Кроме того, мой постепенно спивающийся отец часто разговаривал со мной на английском. Не то чтобы я была его любимицей – он выделял меня чисто по принципу противоречия: раз я считалась самой незначительной в семье, то вот он и выбрал меня себе в соратники по отстранению от всех. Я думаю, по этой же причине он стремился привить мне привычку говорить на английском – чтобы расширить свое англоязычное пространство и создать заслон от экспансии шумного и нежеланного влияния русской жены.
Я вспоминаю, как он вслух читает мне «Винни-Пуха», лежа на диване в гостиной. Я сижу на стуле рядом и слушаю со смешной серьезностью.
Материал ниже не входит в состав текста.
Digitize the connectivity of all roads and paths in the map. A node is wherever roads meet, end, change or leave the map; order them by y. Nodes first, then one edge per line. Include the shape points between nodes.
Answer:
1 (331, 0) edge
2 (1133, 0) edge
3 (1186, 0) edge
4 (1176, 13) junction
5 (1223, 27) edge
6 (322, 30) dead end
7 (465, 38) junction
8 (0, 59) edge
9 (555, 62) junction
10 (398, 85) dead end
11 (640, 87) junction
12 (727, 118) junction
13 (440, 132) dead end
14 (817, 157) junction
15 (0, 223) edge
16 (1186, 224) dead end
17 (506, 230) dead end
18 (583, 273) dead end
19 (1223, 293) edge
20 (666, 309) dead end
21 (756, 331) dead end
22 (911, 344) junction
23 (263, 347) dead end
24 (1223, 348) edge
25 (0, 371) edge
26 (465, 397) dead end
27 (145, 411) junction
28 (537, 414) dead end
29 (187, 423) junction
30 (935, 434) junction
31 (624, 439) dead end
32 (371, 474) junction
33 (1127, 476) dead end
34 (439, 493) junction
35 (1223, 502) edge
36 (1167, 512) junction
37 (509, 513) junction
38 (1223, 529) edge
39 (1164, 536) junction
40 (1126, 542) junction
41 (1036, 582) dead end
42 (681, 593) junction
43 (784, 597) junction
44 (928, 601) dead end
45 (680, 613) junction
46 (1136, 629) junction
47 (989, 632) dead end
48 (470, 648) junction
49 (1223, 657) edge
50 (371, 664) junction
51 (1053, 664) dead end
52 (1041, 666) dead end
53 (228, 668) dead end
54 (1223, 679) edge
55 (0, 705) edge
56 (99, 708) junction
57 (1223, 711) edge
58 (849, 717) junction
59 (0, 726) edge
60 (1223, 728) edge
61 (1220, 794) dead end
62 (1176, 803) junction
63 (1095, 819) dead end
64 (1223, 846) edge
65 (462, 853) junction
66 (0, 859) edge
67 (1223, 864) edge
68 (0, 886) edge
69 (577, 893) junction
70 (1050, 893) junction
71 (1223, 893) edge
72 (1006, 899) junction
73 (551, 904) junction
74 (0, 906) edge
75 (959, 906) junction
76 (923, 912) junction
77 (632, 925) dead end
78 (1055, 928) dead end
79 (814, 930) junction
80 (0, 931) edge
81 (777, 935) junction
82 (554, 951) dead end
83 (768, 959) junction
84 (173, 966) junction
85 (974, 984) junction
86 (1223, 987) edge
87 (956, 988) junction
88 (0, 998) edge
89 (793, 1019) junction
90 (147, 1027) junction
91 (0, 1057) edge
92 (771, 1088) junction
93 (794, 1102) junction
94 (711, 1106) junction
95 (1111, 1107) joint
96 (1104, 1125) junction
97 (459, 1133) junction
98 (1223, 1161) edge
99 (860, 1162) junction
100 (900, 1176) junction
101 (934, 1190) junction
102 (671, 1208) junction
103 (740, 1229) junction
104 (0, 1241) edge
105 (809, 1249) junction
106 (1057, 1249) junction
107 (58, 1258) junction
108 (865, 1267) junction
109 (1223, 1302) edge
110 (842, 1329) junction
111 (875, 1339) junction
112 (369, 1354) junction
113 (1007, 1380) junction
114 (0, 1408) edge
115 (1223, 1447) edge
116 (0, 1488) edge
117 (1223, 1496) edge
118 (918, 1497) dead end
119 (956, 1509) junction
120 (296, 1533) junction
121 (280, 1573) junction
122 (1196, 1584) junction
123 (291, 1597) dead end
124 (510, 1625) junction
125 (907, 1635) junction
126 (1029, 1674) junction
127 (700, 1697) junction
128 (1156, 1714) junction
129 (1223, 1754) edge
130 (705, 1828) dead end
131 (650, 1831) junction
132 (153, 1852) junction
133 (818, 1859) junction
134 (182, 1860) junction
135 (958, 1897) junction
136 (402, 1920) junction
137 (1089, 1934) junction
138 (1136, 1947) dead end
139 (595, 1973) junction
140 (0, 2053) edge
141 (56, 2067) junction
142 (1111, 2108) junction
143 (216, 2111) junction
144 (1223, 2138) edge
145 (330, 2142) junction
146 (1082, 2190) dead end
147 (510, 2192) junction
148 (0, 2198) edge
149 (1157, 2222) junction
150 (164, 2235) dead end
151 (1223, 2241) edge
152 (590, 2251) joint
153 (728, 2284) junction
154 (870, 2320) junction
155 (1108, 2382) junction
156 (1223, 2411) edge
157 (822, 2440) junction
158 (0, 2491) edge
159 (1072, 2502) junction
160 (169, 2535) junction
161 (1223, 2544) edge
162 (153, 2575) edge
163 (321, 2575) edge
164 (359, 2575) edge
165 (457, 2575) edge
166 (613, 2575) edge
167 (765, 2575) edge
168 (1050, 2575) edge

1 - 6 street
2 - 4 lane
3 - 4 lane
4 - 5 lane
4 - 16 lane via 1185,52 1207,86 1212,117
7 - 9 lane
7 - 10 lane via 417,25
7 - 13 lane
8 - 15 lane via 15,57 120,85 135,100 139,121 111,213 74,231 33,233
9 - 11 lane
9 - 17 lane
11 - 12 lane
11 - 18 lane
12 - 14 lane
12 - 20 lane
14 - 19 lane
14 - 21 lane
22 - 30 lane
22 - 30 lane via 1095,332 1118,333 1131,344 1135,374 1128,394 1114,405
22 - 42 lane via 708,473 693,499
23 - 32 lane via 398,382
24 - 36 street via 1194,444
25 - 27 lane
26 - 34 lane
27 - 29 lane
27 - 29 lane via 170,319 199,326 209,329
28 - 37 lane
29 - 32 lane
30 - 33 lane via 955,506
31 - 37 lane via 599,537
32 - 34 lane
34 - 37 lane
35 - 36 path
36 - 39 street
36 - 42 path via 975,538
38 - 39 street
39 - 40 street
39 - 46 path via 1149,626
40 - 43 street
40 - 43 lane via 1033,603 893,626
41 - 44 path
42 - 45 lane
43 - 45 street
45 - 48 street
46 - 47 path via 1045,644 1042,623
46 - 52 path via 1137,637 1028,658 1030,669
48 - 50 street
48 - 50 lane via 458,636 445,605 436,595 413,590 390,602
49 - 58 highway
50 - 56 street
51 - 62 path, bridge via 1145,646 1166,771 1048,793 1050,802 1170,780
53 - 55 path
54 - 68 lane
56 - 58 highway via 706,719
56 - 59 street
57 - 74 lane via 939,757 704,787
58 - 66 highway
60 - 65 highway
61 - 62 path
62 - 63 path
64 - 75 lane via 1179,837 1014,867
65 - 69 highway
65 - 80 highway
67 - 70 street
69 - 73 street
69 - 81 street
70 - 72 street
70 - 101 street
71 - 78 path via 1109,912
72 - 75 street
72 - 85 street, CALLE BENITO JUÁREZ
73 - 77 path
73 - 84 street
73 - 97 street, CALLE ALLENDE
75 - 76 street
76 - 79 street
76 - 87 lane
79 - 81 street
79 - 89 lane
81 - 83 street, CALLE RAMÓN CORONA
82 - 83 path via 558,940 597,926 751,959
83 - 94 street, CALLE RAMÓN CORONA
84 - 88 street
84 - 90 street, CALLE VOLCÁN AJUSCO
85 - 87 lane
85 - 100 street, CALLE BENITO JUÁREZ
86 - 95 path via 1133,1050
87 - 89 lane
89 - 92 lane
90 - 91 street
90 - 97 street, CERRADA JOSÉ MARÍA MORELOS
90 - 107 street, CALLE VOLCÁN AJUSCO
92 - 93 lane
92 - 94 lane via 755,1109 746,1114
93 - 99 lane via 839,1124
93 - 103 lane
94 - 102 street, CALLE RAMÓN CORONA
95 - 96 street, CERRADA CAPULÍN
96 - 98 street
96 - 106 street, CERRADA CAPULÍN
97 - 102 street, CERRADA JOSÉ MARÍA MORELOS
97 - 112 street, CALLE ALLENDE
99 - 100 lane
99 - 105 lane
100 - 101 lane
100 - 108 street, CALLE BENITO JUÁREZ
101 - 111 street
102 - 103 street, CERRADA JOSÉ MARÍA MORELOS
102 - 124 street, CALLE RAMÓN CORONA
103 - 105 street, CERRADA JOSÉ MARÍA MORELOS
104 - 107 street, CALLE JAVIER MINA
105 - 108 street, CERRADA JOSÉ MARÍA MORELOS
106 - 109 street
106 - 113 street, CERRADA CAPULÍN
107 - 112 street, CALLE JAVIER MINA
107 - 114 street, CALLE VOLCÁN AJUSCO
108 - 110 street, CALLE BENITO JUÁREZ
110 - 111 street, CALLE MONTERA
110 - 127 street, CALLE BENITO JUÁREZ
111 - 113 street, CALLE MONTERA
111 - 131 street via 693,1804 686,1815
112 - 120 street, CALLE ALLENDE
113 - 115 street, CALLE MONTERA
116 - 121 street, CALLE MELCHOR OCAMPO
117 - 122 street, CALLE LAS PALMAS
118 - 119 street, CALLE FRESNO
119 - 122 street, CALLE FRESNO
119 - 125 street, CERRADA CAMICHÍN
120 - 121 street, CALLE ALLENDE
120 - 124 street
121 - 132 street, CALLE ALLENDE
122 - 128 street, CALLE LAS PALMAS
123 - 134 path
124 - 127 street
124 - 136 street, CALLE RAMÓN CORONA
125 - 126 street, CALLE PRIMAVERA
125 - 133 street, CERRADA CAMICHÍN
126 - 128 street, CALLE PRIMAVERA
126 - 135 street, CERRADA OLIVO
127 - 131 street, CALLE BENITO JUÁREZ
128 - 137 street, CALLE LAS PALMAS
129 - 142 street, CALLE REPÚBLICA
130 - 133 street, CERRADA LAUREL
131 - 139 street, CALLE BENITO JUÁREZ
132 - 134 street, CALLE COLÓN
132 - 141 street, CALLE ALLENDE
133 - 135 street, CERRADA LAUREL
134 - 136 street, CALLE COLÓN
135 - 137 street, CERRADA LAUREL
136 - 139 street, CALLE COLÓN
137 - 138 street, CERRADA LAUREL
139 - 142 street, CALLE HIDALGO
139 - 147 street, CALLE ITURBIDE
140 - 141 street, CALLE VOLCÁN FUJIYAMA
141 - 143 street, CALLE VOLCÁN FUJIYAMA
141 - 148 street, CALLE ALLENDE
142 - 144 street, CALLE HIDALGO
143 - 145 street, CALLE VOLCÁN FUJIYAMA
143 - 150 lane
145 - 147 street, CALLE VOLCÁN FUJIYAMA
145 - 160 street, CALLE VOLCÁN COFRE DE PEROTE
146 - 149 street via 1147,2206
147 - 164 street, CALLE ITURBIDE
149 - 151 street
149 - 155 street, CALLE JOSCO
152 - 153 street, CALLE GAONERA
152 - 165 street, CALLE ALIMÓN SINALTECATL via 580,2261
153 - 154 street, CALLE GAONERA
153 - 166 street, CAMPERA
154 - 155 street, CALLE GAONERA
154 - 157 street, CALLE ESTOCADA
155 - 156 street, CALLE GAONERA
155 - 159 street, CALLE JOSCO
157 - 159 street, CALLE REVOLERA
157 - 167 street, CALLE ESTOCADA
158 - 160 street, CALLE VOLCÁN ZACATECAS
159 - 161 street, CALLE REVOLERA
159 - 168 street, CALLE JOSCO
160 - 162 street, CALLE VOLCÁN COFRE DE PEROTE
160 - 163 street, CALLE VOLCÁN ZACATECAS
Где-то на заднем плане мать вытирает пыль с мебели – она никак не могла привыкнуть, что это занятие для прислуги, – и, как обычно, что-то выговаривает то ли Анне, то ли Лидии.
Отец забавно изображает персонажей из «Винни-Пуха». Я смеюсь.
Отец откладывает книгу, берет бутылку, стоящую рядом с диваном, отхлебывает и спрашивает тоном экзаменатора:
– Как тебя зовут, дитя?
Я с готовностью отвечаю, произнося свое имя на русский манер:
– Ирина Коул!
– Нет! Ответ неверный!
Я спохватываюсь и произношу свое имя на английский лад:
– А! Ирэн! Ирэн Коул!
– Нет! Твое имя – Айрини! – торжественно говорит отец.
– Айрини?.. – заинтригованно повторяю я.
– Так звали даму в книге одного английского писателя – Айрини. Это дама из высшего света! Она была загадочная и превосходная! – поясняет отец.
То, что отец удостоил меня сравнением с какой-то дамой из высшего света, приводит меня в восторг.
– Ого! Загадочная и превосходная! О, я тоже буду такой! – восклицаю я.
Отец и мать поженились по любви, но к моему рождению эта любовь прошла. Тогда я, конечно, не понимала их отношений. В них, по-видимому, было довольно много житейской грязи, но, пока не доходило до открытых стычек, у родителей хватало ума с грехом пополам держать свои счеты подальше от детей.
У отца была любовница-китаянка. Моя мать давно смирилась с наличием китаянки, но не могла смириться с тем, что он делал этой женщине щедрые подарки, оттягивая, таким образом, деньги от семейного бюджета. Думаю, что отношения моих родителей можно было бы назвать бесконечным нейтралитетом, при котором мать и отец почти не разговаривали друг с другом. Нейтралитет изредка переходил в недолгое семейное благоденствие, но чаще нарушался скандалами и сценами со слезами и рукоприкладством – обычно из-за денег.
Я вспоминаю, как я, маленькая девочка, просыпаюсь от приглушенного шума в гостиной, вскакиваю и бегу туда. Притаившись у дверей, я с детским ужасом наблюдаю, как растрепанная мать пытается что-то вырвать из рук отца.
– Негодяй! Я так и думала! Ты уже и до этого скатился! – страстно обвиняет мать.
– Уйди с дороги, – коротко говорит отец.